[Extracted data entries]
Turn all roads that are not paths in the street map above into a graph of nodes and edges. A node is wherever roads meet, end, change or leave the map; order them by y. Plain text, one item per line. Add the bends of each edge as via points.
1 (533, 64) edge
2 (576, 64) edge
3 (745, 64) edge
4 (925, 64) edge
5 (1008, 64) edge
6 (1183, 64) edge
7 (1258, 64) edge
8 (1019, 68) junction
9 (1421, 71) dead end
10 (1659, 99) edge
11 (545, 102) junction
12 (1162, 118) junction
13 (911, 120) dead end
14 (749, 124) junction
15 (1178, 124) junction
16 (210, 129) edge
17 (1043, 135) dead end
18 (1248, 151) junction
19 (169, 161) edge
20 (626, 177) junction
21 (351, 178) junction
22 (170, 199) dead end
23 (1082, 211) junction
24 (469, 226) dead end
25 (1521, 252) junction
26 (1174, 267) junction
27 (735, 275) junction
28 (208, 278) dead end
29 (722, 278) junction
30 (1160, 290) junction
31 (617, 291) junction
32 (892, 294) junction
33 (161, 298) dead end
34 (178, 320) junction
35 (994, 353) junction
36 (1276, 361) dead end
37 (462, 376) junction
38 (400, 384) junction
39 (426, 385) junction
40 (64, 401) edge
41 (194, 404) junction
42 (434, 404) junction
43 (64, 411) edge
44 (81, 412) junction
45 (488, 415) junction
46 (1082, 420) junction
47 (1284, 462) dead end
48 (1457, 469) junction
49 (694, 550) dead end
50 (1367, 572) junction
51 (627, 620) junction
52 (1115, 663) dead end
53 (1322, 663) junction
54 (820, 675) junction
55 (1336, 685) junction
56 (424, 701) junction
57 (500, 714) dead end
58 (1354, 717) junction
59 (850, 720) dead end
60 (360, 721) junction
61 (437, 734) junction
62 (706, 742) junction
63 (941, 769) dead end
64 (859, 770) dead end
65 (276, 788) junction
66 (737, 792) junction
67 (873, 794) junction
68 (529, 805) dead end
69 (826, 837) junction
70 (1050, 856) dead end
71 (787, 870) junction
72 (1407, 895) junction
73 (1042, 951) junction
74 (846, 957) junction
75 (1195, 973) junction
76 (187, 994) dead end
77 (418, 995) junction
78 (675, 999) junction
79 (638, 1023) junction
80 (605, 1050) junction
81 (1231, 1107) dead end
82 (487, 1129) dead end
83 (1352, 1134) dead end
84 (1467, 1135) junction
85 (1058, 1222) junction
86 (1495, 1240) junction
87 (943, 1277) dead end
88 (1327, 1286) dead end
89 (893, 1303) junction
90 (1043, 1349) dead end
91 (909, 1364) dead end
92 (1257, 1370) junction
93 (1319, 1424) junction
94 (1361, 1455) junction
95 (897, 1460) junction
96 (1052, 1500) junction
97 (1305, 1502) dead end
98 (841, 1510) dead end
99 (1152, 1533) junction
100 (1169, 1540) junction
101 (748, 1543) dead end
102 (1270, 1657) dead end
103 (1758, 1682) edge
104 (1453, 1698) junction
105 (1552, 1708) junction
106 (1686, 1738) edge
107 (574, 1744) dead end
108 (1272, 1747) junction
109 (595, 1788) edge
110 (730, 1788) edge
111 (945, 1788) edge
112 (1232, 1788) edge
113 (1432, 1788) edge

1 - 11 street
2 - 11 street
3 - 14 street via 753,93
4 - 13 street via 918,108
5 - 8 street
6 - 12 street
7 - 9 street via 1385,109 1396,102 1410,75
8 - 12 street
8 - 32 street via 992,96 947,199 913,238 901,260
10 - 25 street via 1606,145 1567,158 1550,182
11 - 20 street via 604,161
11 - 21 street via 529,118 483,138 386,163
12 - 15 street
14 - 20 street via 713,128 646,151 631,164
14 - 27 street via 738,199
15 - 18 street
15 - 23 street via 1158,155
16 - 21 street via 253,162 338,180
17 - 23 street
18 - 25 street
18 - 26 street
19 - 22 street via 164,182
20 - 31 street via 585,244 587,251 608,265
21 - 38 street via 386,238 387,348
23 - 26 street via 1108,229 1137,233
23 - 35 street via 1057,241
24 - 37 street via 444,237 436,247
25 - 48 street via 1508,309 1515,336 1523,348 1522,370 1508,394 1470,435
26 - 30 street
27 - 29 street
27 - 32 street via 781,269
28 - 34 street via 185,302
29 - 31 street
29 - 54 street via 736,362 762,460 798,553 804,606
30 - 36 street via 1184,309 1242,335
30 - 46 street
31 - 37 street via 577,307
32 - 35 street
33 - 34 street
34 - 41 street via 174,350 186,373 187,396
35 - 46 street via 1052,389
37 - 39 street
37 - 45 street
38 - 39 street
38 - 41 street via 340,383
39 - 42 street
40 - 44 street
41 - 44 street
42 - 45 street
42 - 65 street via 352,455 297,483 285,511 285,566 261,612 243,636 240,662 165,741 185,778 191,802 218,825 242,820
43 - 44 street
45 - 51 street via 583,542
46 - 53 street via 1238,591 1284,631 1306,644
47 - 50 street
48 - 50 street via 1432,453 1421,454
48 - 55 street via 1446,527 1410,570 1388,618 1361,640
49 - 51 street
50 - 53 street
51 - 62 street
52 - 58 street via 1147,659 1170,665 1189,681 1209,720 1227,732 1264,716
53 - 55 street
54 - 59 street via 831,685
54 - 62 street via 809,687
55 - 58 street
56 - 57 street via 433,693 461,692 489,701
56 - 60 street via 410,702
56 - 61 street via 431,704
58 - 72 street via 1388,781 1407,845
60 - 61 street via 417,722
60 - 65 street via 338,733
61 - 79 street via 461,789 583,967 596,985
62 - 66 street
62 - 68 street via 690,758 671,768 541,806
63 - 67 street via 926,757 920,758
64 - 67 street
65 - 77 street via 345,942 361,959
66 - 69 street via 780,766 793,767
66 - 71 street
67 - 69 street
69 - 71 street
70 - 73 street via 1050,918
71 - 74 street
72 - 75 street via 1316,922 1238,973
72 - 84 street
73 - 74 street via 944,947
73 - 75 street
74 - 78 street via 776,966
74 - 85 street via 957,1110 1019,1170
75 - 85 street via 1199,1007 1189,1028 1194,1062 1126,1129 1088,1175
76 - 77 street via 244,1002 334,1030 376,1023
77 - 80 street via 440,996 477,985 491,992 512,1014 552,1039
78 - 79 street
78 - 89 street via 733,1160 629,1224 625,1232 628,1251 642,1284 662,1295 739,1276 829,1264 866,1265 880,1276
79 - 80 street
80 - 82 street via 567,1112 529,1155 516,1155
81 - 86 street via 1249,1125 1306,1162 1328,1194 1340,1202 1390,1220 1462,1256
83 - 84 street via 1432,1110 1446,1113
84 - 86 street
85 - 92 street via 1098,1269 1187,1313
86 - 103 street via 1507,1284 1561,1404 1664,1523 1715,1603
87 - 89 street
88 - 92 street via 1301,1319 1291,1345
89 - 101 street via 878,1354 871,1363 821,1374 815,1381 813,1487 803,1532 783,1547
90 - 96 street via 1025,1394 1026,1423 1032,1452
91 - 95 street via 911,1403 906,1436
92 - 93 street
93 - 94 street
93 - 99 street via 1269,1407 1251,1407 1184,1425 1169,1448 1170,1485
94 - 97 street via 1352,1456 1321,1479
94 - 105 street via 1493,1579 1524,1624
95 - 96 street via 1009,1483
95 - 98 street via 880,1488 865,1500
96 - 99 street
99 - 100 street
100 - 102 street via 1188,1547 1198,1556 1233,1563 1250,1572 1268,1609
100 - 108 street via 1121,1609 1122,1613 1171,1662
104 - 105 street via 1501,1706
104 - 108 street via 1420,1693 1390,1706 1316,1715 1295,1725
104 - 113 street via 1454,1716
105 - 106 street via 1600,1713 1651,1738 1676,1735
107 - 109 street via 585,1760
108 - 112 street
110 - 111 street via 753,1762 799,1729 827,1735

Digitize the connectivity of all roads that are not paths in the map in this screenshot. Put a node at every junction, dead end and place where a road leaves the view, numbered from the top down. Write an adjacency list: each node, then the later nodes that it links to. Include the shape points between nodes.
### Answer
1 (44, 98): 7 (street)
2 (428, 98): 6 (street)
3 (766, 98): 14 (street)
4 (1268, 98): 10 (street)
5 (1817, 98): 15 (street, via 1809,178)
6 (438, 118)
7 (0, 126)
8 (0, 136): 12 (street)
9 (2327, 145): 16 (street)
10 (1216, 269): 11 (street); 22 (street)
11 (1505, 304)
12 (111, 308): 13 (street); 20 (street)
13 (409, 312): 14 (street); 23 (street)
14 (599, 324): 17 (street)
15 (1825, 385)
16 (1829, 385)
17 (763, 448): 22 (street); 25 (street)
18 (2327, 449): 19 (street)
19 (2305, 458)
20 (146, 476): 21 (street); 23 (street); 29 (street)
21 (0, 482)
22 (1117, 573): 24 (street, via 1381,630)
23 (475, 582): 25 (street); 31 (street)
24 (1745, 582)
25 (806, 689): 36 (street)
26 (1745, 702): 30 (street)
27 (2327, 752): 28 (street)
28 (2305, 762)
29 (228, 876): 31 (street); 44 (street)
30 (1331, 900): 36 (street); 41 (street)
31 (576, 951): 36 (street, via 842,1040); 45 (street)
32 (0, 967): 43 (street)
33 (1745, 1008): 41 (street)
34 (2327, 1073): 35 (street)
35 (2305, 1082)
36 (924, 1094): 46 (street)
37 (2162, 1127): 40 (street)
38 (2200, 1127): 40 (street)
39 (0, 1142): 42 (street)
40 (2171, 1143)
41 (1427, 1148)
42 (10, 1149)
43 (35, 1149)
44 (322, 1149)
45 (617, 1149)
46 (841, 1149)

Problem description: Set down nothing but the lines from the one containing "Digitize the connectivity" through the final line above, exactly as written.

Completed exercise:
Digitize the connectivity of all roads that are not paths in the map in this screenshot. Put a node at every junction, dead end and place where a road leaves the view, numbered from the top down. Write an adjacency list: each node, then the later nodes that it links to. Include the shape points between nodes.
### Answer
1 (44, 98): 7 (street)
2 (428, 98): 6 (street)
3 (766, 98): 14 (street)
4 (1268, 98): 10 (street)
5 (1817, 98): 15 (street, via 1809,178)
6 (438, 118)
7 (0, 126)
8 (0, 136): 12 (street)
9 (2327, 145): 16 (street)
10 (1216, 269): 11 (street); 22 (street)
11 (1505, 304)
12 (111, 308): 13 (street); 20 (street)
13 (409, 312): 14 (street); 23 (street)
14 (599, 324): 17 (street)
15 (1825, 385)
16 (1829, 385)
17 (763, 448): 22 (street); 25 (street)
18 (2327, 449): 19 (street)
19 (2305, 458)
20 (146, 476): 21 (street); 23 (street); 29 (street)
21 (0, 482)
22 (1117, 573): 24 (street, via 1381,630)
23 (475, 582): 25 (street); 31 (street)
24 (1745, 582)
25 (806, 689): 36 (street)
26 (1745, 702): 30 (street)
27 (2327, 752): 28 (street)
28 (2305, 762)
29 (228, 876): 31 (street); 44 (street)
30 (1331, 900): 36 (street); 41 (street)
31 (576, 951): 36 (street, via 842,1040); 45 (street)
32 (0, 967): 43 (street)
33 (1745, 1008): 41 (street)
34 (2327, 1073): 35 (street)
35 (2305, 1082)
36 (924, 1094): 46 (street)
37 (2162, 1127): 40 (street)
38 (2200, 1127): 40 (street)
39 (0, 1142): 42 (street)
40 (2171, 1143)
41 (1427, 1148)
42 (10, 1149)
43 (35, 1149)
44 (322, 1149)
45 (617, 1149)
46 (841, 1149)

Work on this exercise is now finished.